Keuntungan Bank Danamon, misalnya, sedikit banyak tertolong kinerja Adira Multi Finance, Adira Insurance maupun Adira Quantum. Begitu pula dengan BII yang mencoba mengandalkan WOM Finance, meskipun ketentuan provisi membuat keuntungan perseroan sedikit tertekan.
Kinerja BCA pun juga dipengaruhi paling tidak tiga asuransinya (Asuransi Central Asia, Central Asia Raya maupun Indolife Pensiontama). Sedangkan Bank Permata pun tak jauh dari bisnis pemiliknya Astra Internasional yang terkait asuransi, otomotif hingga multifinance.
Lain lagi dengan bank seperti Panin yang memiliki anak usaha lengkap dari asuransi hingga sekuritas. Begitu pula dengan Bank Niaga yang telah punya multifinance, tak ketinggalan mengandalkan jasa sekuritas dengan CIMB Group.
Kondisi itu membuka mata bank-bank BUMN untuk mulai menata dan memperkuat profil unit bisnis keuangannya, agar mampu bersaing dengan bank-bank swasta yang telah memiliki anak usaha asuransi, multifinance dan sekuritas yang kuat.
Upaya menyuntik modal, memperkuat sinergi maupun mengundang investor baru dalam kepemilikan bersama merupakan sejumlah cara yang ditempuh bank-bank persero dalam menjaga keuntungan dari anak usahanya.
Bank Negara Indonesia (BNI), misalnya, mengambil kebijakan untuk melepas sebagian maupun mayoritas kepemilikannya baik di Bank Finconesia, BNI Securities maupun rencananya di BNI Life dan BNI Multifinance.
Dirut BNI Sigit Pramono mengatakan semua rencana tersebut bukan berarti menjual semua saham yang dimiliki. BNI, ujar dia, tetap mengharapkan kontribusi keuntungan dari anak usaha tersebut.
“Karena kalau untuk memperbesar dan memperkuat profilnya adalah menyuntik modal atau menjual sebagian sahamnya. Yang jelas, kami tetap memiliki paling tidak 51% untuk mengawasinya,” kata dia.
BNI akan melepas 40% sahamnya di BNI Securities kepada investor asing tahun depan. Hingga kini beberapa investor asing dari Jepang, Korea Selatan dan Timur Tengah menyatakan minatnya terhadap saham di perusahaan penjamin efek tersebut.
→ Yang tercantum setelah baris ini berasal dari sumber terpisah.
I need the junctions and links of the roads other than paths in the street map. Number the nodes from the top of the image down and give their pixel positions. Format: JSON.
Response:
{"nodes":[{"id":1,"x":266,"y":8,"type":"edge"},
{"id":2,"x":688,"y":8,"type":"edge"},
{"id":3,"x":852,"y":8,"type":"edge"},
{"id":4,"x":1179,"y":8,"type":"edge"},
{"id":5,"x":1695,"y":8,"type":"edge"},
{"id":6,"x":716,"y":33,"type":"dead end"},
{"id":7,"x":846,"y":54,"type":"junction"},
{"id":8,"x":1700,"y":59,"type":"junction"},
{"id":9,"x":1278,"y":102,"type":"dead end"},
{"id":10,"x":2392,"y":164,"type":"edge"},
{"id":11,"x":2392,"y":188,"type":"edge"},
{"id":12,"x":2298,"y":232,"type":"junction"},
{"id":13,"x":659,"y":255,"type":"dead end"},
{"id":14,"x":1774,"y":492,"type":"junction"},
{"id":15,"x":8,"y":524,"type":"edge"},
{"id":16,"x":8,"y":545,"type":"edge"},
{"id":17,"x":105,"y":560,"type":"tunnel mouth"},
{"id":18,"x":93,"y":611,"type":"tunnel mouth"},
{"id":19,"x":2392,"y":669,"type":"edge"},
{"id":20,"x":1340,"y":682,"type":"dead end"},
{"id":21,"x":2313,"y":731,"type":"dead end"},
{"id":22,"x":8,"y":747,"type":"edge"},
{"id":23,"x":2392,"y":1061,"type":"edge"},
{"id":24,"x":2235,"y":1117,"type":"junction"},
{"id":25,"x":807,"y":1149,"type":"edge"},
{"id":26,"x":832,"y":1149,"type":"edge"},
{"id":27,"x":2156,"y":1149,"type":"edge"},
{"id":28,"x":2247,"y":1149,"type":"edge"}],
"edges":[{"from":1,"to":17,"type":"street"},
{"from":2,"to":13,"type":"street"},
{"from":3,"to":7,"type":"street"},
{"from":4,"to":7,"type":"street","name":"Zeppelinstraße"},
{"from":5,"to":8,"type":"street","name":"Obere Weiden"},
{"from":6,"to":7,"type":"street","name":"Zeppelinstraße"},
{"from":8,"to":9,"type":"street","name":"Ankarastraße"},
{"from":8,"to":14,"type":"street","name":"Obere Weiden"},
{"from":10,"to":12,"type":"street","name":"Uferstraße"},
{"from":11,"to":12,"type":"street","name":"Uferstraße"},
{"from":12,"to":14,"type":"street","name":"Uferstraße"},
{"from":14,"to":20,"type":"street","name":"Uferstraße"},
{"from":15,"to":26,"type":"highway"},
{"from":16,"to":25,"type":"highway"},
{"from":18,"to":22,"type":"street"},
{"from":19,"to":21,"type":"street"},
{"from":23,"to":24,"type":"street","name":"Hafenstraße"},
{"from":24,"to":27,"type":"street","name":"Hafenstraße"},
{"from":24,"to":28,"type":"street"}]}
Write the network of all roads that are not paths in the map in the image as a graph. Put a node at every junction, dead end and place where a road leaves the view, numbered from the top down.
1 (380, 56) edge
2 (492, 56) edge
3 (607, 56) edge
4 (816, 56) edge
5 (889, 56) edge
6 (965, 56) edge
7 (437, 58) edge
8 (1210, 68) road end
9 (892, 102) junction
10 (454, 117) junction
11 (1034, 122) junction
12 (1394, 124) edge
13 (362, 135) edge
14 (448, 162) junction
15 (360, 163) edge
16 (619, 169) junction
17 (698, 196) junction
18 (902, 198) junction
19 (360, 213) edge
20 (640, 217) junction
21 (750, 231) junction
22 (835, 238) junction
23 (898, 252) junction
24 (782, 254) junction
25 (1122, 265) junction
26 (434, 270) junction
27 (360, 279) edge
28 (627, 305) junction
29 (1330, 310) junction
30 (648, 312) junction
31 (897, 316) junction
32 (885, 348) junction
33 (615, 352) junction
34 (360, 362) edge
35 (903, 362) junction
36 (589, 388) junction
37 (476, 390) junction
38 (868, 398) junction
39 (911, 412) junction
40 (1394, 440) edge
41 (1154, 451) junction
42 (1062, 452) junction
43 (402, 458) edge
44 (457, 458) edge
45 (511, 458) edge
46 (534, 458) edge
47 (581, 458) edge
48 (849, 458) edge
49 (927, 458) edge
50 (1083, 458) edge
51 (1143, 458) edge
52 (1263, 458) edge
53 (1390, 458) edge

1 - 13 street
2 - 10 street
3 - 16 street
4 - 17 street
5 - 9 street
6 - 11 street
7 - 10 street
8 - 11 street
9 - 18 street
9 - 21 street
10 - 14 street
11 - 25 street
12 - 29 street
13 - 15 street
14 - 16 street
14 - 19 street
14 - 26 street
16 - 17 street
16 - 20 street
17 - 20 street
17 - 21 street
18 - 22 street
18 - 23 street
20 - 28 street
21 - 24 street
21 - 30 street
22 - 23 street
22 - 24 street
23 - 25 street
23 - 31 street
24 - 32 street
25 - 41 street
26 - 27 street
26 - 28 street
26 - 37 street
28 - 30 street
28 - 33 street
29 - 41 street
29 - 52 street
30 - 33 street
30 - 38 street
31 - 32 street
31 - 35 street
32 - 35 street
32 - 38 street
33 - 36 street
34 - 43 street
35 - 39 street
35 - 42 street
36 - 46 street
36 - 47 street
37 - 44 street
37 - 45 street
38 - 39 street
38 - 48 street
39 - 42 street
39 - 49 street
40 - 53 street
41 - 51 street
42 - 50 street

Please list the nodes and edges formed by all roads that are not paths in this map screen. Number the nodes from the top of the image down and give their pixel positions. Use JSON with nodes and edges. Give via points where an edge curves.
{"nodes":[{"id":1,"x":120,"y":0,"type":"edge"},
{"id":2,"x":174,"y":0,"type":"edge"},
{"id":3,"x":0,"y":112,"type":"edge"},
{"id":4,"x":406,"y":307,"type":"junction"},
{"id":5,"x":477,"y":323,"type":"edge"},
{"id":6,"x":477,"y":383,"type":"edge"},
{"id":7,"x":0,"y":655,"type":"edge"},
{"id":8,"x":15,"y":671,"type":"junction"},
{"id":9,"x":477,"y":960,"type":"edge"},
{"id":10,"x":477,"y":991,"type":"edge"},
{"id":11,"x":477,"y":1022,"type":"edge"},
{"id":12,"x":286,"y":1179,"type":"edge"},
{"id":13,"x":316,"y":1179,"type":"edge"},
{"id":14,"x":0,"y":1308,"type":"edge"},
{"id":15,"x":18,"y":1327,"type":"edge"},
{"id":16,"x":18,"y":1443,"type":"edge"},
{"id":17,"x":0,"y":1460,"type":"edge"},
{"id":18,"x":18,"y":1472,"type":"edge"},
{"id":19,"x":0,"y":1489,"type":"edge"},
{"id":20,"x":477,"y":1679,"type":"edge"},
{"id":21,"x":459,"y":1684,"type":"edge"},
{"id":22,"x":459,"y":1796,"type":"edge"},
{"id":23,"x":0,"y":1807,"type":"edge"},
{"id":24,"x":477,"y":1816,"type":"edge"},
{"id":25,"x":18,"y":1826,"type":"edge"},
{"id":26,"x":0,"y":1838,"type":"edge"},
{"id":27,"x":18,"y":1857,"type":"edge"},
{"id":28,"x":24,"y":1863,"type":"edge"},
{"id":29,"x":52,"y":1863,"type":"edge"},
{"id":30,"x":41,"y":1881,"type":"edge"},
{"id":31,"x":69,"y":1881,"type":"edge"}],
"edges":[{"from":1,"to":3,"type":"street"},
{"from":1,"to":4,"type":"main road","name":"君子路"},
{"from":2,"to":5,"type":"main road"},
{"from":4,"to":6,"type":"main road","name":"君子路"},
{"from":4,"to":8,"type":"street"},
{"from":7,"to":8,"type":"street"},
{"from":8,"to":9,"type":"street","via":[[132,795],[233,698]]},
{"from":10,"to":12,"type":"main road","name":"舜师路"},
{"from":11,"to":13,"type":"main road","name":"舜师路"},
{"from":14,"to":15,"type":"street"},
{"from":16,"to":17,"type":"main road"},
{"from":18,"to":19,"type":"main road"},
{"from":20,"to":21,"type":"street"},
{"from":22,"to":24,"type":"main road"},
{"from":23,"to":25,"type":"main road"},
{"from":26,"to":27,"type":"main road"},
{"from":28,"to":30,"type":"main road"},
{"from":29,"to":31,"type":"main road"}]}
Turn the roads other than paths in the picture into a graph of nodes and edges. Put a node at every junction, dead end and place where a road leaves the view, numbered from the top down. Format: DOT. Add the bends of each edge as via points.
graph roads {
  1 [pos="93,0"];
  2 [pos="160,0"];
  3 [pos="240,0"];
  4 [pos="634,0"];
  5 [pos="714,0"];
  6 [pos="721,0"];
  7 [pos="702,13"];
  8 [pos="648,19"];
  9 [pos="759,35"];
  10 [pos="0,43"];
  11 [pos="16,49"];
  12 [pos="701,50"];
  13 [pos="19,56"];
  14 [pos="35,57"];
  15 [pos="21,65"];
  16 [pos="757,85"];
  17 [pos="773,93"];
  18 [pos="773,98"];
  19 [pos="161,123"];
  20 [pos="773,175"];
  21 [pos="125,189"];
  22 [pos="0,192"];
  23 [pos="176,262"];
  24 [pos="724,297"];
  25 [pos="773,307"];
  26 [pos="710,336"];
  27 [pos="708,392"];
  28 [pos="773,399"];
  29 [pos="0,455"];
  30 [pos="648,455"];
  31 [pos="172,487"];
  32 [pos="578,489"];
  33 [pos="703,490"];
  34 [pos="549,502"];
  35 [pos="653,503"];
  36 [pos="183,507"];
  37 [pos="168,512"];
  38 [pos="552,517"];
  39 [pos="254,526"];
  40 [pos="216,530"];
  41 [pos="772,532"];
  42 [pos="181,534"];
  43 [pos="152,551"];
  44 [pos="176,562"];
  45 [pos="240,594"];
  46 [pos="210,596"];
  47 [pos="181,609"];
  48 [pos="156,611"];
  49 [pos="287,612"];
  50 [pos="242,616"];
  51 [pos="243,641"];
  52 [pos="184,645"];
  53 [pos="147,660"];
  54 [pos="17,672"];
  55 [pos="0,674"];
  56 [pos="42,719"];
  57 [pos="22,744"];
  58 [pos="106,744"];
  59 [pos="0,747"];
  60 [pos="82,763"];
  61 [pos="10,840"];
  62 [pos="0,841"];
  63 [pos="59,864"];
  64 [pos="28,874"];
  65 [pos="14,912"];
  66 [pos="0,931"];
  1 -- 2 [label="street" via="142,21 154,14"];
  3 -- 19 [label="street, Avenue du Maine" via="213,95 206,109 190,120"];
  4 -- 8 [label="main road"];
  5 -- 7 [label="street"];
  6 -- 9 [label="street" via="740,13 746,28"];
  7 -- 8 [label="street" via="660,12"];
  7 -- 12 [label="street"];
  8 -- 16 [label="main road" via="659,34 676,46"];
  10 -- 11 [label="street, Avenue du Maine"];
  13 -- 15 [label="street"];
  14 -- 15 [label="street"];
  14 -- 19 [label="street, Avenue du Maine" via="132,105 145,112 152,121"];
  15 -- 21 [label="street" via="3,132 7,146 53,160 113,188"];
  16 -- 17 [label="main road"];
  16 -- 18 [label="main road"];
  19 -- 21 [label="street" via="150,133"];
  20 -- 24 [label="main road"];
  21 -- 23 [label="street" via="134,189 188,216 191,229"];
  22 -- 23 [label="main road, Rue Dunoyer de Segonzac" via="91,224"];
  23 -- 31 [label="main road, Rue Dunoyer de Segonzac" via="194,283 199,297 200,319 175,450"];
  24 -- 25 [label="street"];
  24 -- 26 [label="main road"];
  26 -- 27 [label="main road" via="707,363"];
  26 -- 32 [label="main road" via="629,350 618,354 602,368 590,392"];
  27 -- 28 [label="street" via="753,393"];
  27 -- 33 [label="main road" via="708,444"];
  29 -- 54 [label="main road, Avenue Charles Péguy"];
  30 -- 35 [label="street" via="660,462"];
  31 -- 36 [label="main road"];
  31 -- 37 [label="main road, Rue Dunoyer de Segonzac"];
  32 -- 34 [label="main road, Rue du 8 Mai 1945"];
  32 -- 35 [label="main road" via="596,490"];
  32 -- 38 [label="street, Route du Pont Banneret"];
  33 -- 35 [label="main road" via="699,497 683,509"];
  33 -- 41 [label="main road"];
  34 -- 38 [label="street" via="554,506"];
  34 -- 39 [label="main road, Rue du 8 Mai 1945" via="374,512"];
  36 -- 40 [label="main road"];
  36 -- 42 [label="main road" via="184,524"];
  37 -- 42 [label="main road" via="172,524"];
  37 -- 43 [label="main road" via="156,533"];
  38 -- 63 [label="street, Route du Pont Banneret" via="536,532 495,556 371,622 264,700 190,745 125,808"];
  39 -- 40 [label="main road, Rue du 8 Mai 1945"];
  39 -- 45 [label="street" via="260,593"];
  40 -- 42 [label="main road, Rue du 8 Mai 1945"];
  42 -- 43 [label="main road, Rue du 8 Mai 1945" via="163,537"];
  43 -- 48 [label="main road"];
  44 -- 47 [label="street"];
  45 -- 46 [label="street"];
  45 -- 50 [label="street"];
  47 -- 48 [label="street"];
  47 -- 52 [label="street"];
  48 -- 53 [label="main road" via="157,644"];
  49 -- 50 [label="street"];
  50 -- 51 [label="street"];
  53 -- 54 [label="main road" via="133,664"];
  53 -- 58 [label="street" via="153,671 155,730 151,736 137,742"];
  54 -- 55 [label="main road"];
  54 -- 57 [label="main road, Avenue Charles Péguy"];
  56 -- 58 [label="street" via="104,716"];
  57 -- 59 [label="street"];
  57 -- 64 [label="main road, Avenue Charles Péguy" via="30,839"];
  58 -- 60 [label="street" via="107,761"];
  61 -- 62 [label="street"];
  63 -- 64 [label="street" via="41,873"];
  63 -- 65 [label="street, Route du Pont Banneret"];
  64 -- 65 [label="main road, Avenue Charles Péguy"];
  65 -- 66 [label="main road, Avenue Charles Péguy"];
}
Manajemen BNI menegaskan penjualan saham BNI Securities kepada investor strategis ini bertujuan agar bisa lebih banyak menjamin emisi obligasi dan penawaran saham perdana (initial public offering, IPO). Setelah penjualan 40%, BNI akan melakukan kajian agar BNI Securities masuk bursa.
Dua investor dari Timur Tengah dikabarkan berminat membeli BNI Multifinance. Namun, manajemen BNI mencoba memperbaiki kinerja perusahaan pembiayaan ini sebelum pelepasan sebagian besar sahamnya. Salah satu caranya dengan memberikan suntikan modal sebesar US$20 juta selama 2007.
Bagi BNI, divestasi ini bertujuan meningkatkan kinerja BNI Multifinance agar lebih fokus. Hal itu, karena selama ini penyaluran pembiayaan BNI Multifinance dinilai tidak memberikan kontribusi yang maksimal.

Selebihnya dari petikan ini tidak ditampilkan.